With nearly 300 million people on mobile devices, mobile-enabled outreach offers unique opportunities to connect with your audience to drive a desired action.

Believe it or not, texting is the third most popular way to communicate today. Text messaging can help you:

  • Extend your reach
  • Accelerate audience response
  • Simplify communications
  • Amplify your digital strategy

There are multiple ways you can reach your audience through texting. One way is through “direct text channels” where you deliver real-time messages – like alerts or updates – to a large audience of subscribers in moments.

Another is “two-way text” where you engage and educate an audience while gathering feedback. This type of texting allows for, as the name indicates, two-way correspondence. An added benefit is that you can gain insight from your audience to leverage for future communications.

The third type of texting is “text to subscribe”. Here, audience members subscribe via mobile device to receive information. They can text their email address or wireless number and will subsequently receive either email or text updates. This type of text messaging is beneficial because you can get people to sign up on the spot for your communications, creating greater audience participation!

As mobile devices grow in popularity, more public sector organizations should incorporate this channel into their digital strategy.

(For more information about text marketing, download our “Making Mobile Work for You” guide.)

Social Media Marketing

Though we think of social media as an outlet of leisure, it is actually an incredible indirect multi-channel marketing source. Social media for public sector organizations can be used to create and share content, and lead our audiences to conversion endpoints.

Additionally, networks like Twitter, YouTube, Flickr, Facebook, LinkedIn, and Tumblr can expand and reinforce your message. But here’s the Catch-22: the free ride is over. Facebook implemented an algorithm called EdgeRank in where it becomes harder for your message to reach your fans without sponsored posts. To override Facebook’s content filtering, you have to pay a price. This is called a “boost” where organizations can pay additional money to push posts to a predefined audience.

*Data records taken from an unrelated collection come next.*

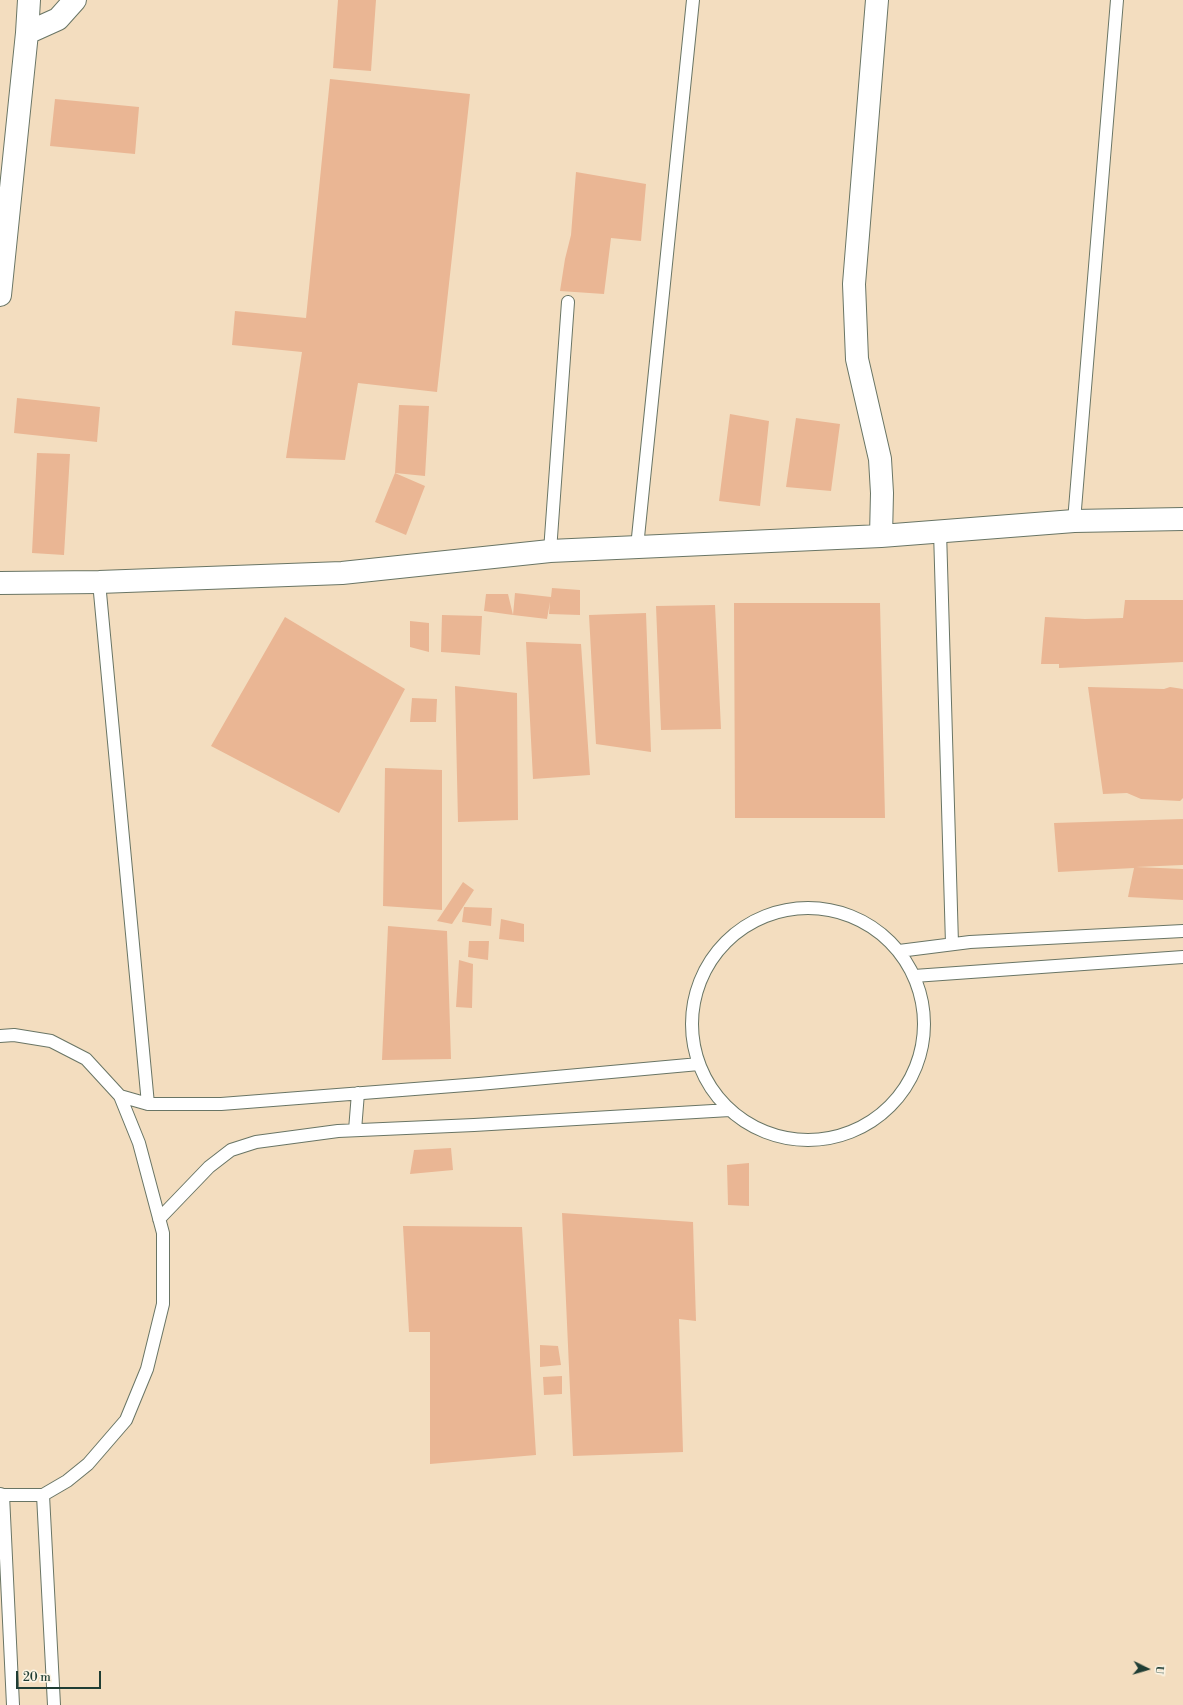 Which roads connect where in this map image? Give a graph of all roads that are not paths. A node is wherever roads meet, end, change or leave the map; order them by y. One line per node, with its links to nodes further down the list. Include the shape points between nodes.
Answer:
1 (29, 0): 6 (street)
2 (75, 0): 6 (street, via 58,19)
3 (693, 0): 13 (lane)
4 (877, 0): 12 (street, via 854,284 857,359 880,459)
5 (1117, 0): 10 (lane)
6 (27, 32): 7 (street)
7 (0, 295)
8 (568, 302): 14 (lane)
9 (1183, 519): 10 (street)
10 (1074, 521): 11 (street)
11 (940, 531): 12 (street); 18 (lane)
12 (881, 536): 13 (street)
13 (637, 547): 14 (street)
14 (550, 551): 15 (street, via 342,573)
15 (99, 582): 16 (street); 26 (lane)
16 (0, 583)
17 (1183, 931): 18 (lane)
18 (952, 944): 19 (lane)
19 (899, 951): 21 (lane); 23 (lane, via 887,938 864,921 838,911 811,907 783,910 756,919 733,935 714,956 700,980 694,1008 693,1036)
20 (1183, 958): 21 (lane)
21 (914, 976): 27 (lane, via 924,1012 923,1040 916,1067 903,1092 884,1113 861,1128 834,1138 806,1141 778,1137 753,1126)
22 (0, 1036): 25 (lane, via 14,1035 51,1041 86,1059)
23 (699, 1064): 24 (lane); 27 (lane, via 712,1089)
24 (358, 1093): 26 (lane, via 221,1104); 28 (lane)
25 (120, 1096): 26 (lane); 29 (lane, via 139,1143)
26 (148, 1104)
27 (730, 1110): 28 (lane)
28 (355, 1130): 29 (lane, via 256,1142 231,1150 209,1167)
29 (159, 1219): 31 (lane, via 163,1233 163,1304 147,1369 126,1420 88,1464 67,1481)
30 (2, 1494): 31 (lane); 32 (lane)
31 (43, 1495): 33 (lane)
32 (13, 1705)
33 (54, 1705) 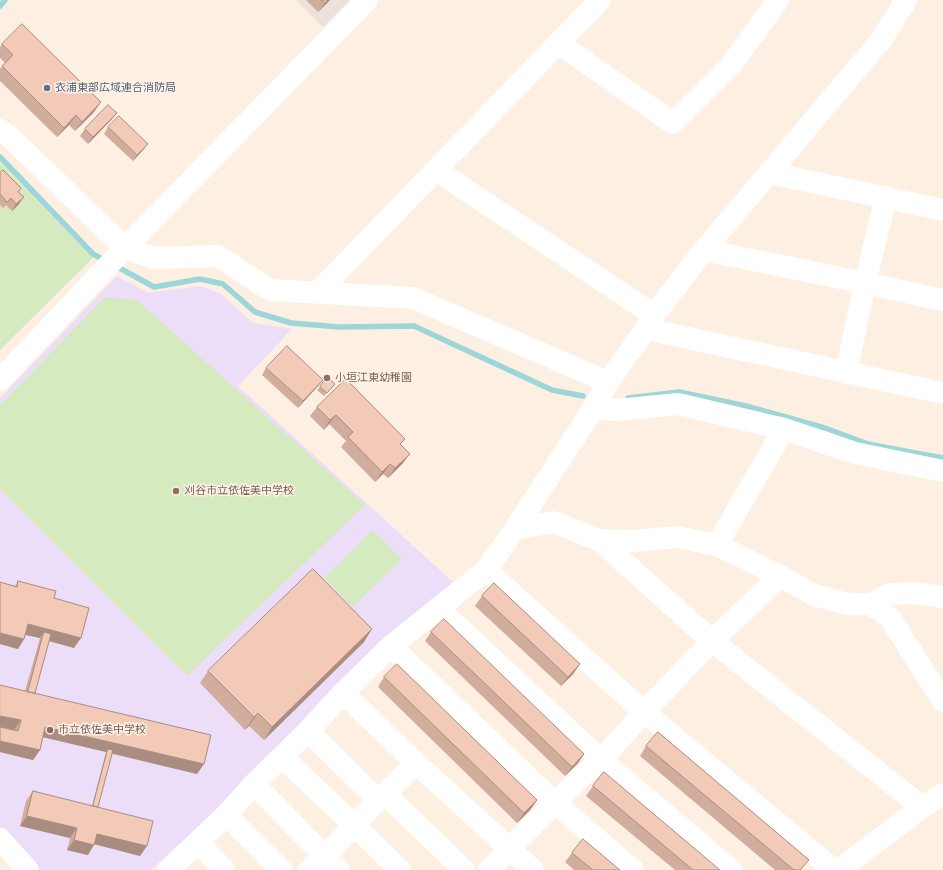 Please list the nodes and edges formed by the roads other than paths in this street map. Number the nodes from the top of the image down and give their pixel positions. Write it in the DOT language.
graph roads {
  1 [pos="367,0"];
  2 [pos="600,0"];
  3 [pos="778,0"];
  4 [pos="901,2"];
  5 [pos="558,43"];
  6 [pos="0,130"];
  7 [pos="436,170"];
  8 [pos="770,173"];
  9 [pos="886,197"];
  10 [pos="943,210"];
  11 [pos="704,250"];
  12 [pos="122,251"];
  13 [pos="865,283"];
  14 [pos="318,292"];
  15 [pos="943,300"];
  16 [pos="650,322"];
  17 [pos="846,373"];
  18 [pos="0,380"];
  19 [pos="608,382"];
  20 [pos="943,393"];
  21 [pos="593,409"];
  22 [pos="784,429"];
  23 [pos="943,471"];
  24 [pos="515,529"];
  25 [pos="599,540"];
  26 [pos="717,545"];
  27 [pos="486,570"];
  28 [pos="780,576"];
  29 [pos="943,597"];
  30 [pos="871,604"];
  31 [pos="438,608"];
  32 [pos="712,641"];
  33 [pos="391,646"];
  34 [pos="343,693"];
  35 [pos="943,701"];
  36 [pos="644,712"];
  37 [pos="308,731"];
  38 [pos="282,757"];
  39 [pos="601,760"];
  40 [pos="416,763"];
  41 [pos="254,784"];
  42 [pos="943,794"];
  43 [pos="381,797"];
  44 [pos="555,803"];
  45 [pos="922,808"];
  46 [pos="226,815"];
  47 [pos="354,825"];
  48 [pos="0,839"];
  49 [pos="198,842"];
  50 [pos="509,849"];
  51 [pos="324,865"];
  52 [pos="28,870"];
  53 [pos="170,870"];
  54 [pos="224,870"];
  55 [pos="282,870"];
  56 [pos="400,870"];
  57 [pos="464,870"];
  58 [pos="490,870"];
  59 [pos="533,870"];
  60 [pos="633,870"];
  61 [pos="731,870"];
  62 [pos="834,870"];
  63 [pos="839,870"];
  1 -- 12 [label="street"];
  2 -- 5 [label="street"];
  3 -- 5 [label="street"];
  4 -- 8 [label="street"];
  5 -- 7 [label="street"];
  6 -- 12 [label="street"];
  7 -- 14 [label="street"];
  7 -- 16 [label="street"];
  8 -- 9 [label="street"];
  8 -- 11 [label="street"];
  9 -- 10 [label="street"];
  9 -- 13 [label="street"];
  11 -- 13 [label="street"];
  11 -- 16 [label="street"];
  12 -- 14 [label="street"];
  12 -- 18 [label="street"];
  13 -- 15 [label="street"];
  13 -- 17 [label="street"];
  14 -- 19 [label="street"];
  16 -- 17 [label="street"];
  16 -- 19 [label="street"];
  17 -- 20 [label="street"];
  19 -- 21 [label="street"];
  21 -- 22 [label="street"];
  21 -- 24 [label="street"];
  22 -- 23 [label="street"];
  22 -- 26 [label="street"];
  24 -- 25 [label="street"];
  24 -- 27 [label="street"];
  25 -- 26 [label="street"];
  25 -- 32 [label="street"];
  26 -- 28 [label="street"];
  27 -- 31 [label="street"];
  27 -- 36 [label="street"];
  28 -- 30 [label="street"];
  28 -- 32 [label="street"];
  29 -- 30 [label="street"];
  30 -- 35 [label="street"];
  31 -- 33 [label="street"];
  31 -- 39 [label="street"];
  32 -- 36 [label="street"];
  32 -- 45 [label="street"];
  33 -- 34 [label="street"];
  33 -- 44 [label="street"];
  34 -- 37 [label="street"];
  34 -- 40 [label="street"];
  36 -- 39 [label="street"];
  36 -- 62 [label="street"];
  37 -- 38 [label="street"];
  37 -- 43 [label="street"];
  38 -- 41 [label="street"];
  38 -- 47 [label="street"];
  39 -- 44 [label="street"];
  39 -- 61 [label="street"];
  40 -- 43 [label="street"];
  40 -- 50 [label="street"];
  41 -- 46 [label="street"];
  41 -- 51 [label="street"];
  42 -- 45 [label="street"];
  43 -- 47 [label="street"];
  43 -- 57 [label="street"];
  44 -- 50 [label="street"];
  44 -- 60 [label="street"];
  45 -- 63 [label="street"];
  46 -- 49 [label="street"];
  46 -- 55 [label="street"];
  47 -- 51 [label="street"];
  47 -- 56 [label="street"];
  48 -- 52 [label="street"];
  49 -- 53 [label="street"];
  49 -- 54 [label="street"];
  50 -- 58 [label="street"];
  50 -- 59 [label="street"];
} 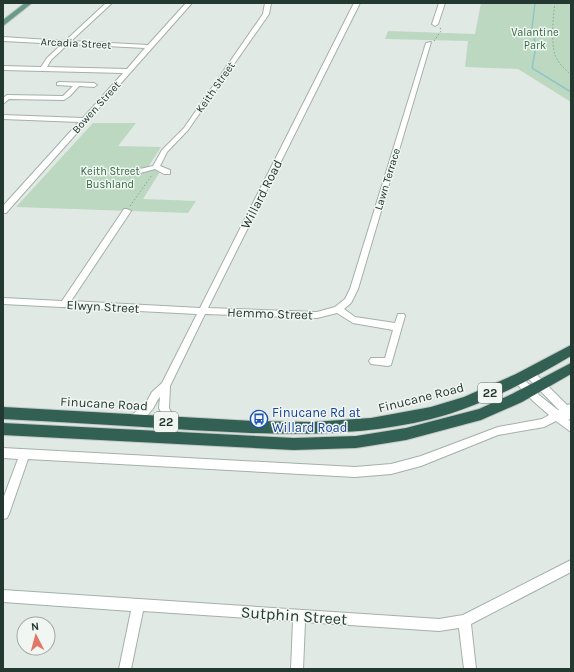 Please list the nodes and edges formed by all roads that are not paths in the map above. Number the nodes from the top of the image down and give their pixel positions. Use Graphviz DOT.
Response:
graph roads {
  1 [pos="20,3"];
  2 [pos="29,3"];
  3 [pos="109,3"];
  4 [pos="189,3"];
  5 [pos="268,3"];
  6 [pos="357,3"];
  7 [pos="442,3"];
  8 [pos="3,16"];
  9 [pos="3,24"];
  10 [pos="435,24"];
  11 [pos="3,39"];
  12 [pos="67,43"];
  13 [pos="429,43"];
  14 [pos="150,47"];
  15 [pos="3,68"];
  16 [pos="43,69"];
  17 [pos="127,72"];
  18 [pos="59,84"];
  19 [pos="77,85"];
  20 [pos="94,85"];
  21 [pos="4,98"];
  22 [pos="3,117"];
  23 [pos="83,120"];
  24 [pos="156,167"];
  25 [pos="142,171"];
  26 [pos="167,172"];
  27 [pos="3,211"];
  28 [pos="127,211"];
  29 [pos="3,301"];
  30 [pos="64,304"];
  31 [pos="338,309"];
  32 [pos="202,311"];
  33 [pos="401,316"];
  34 [pos="398,327"];
  35 [pos="571,350"];
  36 [pos="374,360"];
  37 [pos="571,368"];
  38 [pos="523,376"];
  39 [pos="165,386"];
  40 [pos="536,388"];
  41 [pos="570,412"];
  42 [pos="3,413"];
  43 [pos="558,417"];
  44 [pos="133,420"];
  45 [pos="171,422"];
  46 [pos="373,424"];
  47 [pos="571,428"];
  48 [pos="3,429"];
  49 [pos="384,438"];
  50 [pos="3,453"];
  51 [pos="24,455"];
  52 [pos="3,514"];
  53 [pos="571,566"];
  54 [pos="3,596"];
  55 [pos="138,605"];
  56 [pos="299,616"];
  57 [pos="464,621"];
  58 [pos="125,669"];
  59 [pos="297,669"];
  60 [pos="470,669"];
  1 -- 8 [label="main road"];
  2 -- 9 [label="main road"];
  3 -- 12 [label="street"];
  4 -- 14 [label="street, Bowen Street"];
  5 -- 24 [label="street, Keith Street"];
  6 -- 32 [label="street, Willard Road"];
  7 -- 10 [label="street"];
  11 -- 12 [label="street, Arcadia Street"];
  12 -- 14 [label="street, Arcadia Street"];
  12 -- 16 [label="street"];
  13 -- 31 [label="street, Lawn Terrace"];
  14 -- 17 [label="street, Bowen Street"];
  15 -- 16 [label="street"];
  16 -- 17 [label="street"];
  17 -- 23 [label="street, Bowen Street"];
  18 -- 19 [label="street"];
  19 -- 20 [label="street"];
  19 -- 21 [label="street"];
  22 -- 23 [label="street"];
  23 -- 27 [label="street, Bowen Street"];
  24 -- 25 [label="street"];
  24 -- 26 [label="street"];
  28 -- 30 [label="street"];
  29 -- 30 [label="street, Elwyn Street"];
  30 -- 32 [label="street, Elwyn Street"];
  31 -- 32 [label="street, Hemmo Street"];
  31 -- 34 [label="street"];
  32 -- 39 [label="street, Willard Road"];
  33 -- 34 [label="street"];
  34 -- 36 [label="street"];
  35 -- 38 [label="highway, Finucane Road / 22"];
  37 -- 40 [label="highway, 22"];
  38 -- 40 [label="street"];
  38 -- 46 [label="highway, Finucane Road / 22"];
  39 -- 44 [label="street, Willard Road"];
  39 -- 45 [label="street, Willard Road"];
  40 -- 41 [label="street"];
  40 -- 43 [label="street"];
  40 -- 49 [label="highway, 22"];
  41 -- 43 [label="street"];
  42 -- 44 [label="highway, Finucane Road / 22"];
  43 -- 47 [label="street"];
  43 -- 51 [label="street"];
  44 -- 45 [label="highway, Finucane Road / 22"];
  45 -- 46 [label="highway, Finucane Road / 22"];
  46 -- 49 [label="highway"];
  48 -- 49 [label="highway, 22"];
  50 -- 51 [label="street"];
  51 -- 52 [label="street"];
  53 -- 57 [label="street, Sutphin Street"];
  54 -- 55 [label="street, Sutphin Street"];
  55 -- 56 [label="street, Sutphin Street"];
  55 -- 58 [label="street"];
  56 -- 57 [label="street, Sutphin Street"];
  56 -- 59 [label="street"];
  57 -- 60 [label="street"];
}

Twitter, Instagram, and LinkedIn all have robust ad platforms when your organization’s organic reach can only go so far. Though many social channels shifted to become paid channels, it is still important to participate in the conversation. Why? Because social cultivates better relationships and broadens your reach, making it the perfect avenue to support other marketing channels.

(For more information about social media, download our “Dealing With Social Media’s Decline in Engagement” guide.)

SEO and Content Marketing

Search engine optimization (SEO) is used to increase the amount of visitors to a website by obtaining a high search engine position. The placement of your organization’s search position is in the hands of search engines like Google, Yahoo!, Ask.com, Bing, and AOL – but can be influenced. To do this, optimize your website for frequently searched keywords and producing content that supports semantic search queries. Publish content often, and make sure your email platform offers your email communications as a public landing page.

Though this channel is arguably the most out of your control, it is also one of the most important digital channels. The proof is in the numbers. In 2014, more than a third of all government website traffic came from search engines according to DigitalGov. That means if you want to get important resources into the hands of people currently searching for it online, you need to optimize your web pages. For more information on SEO for government websites, check out these resources on DigitalGov.

All in all, multi-channel marketing is advantageous for public sector organizations to participate in. The key is to create highly choreographed campaigns between channels. Each message must have the same performance metrics (goals) and target audience – this will create consistency across channels.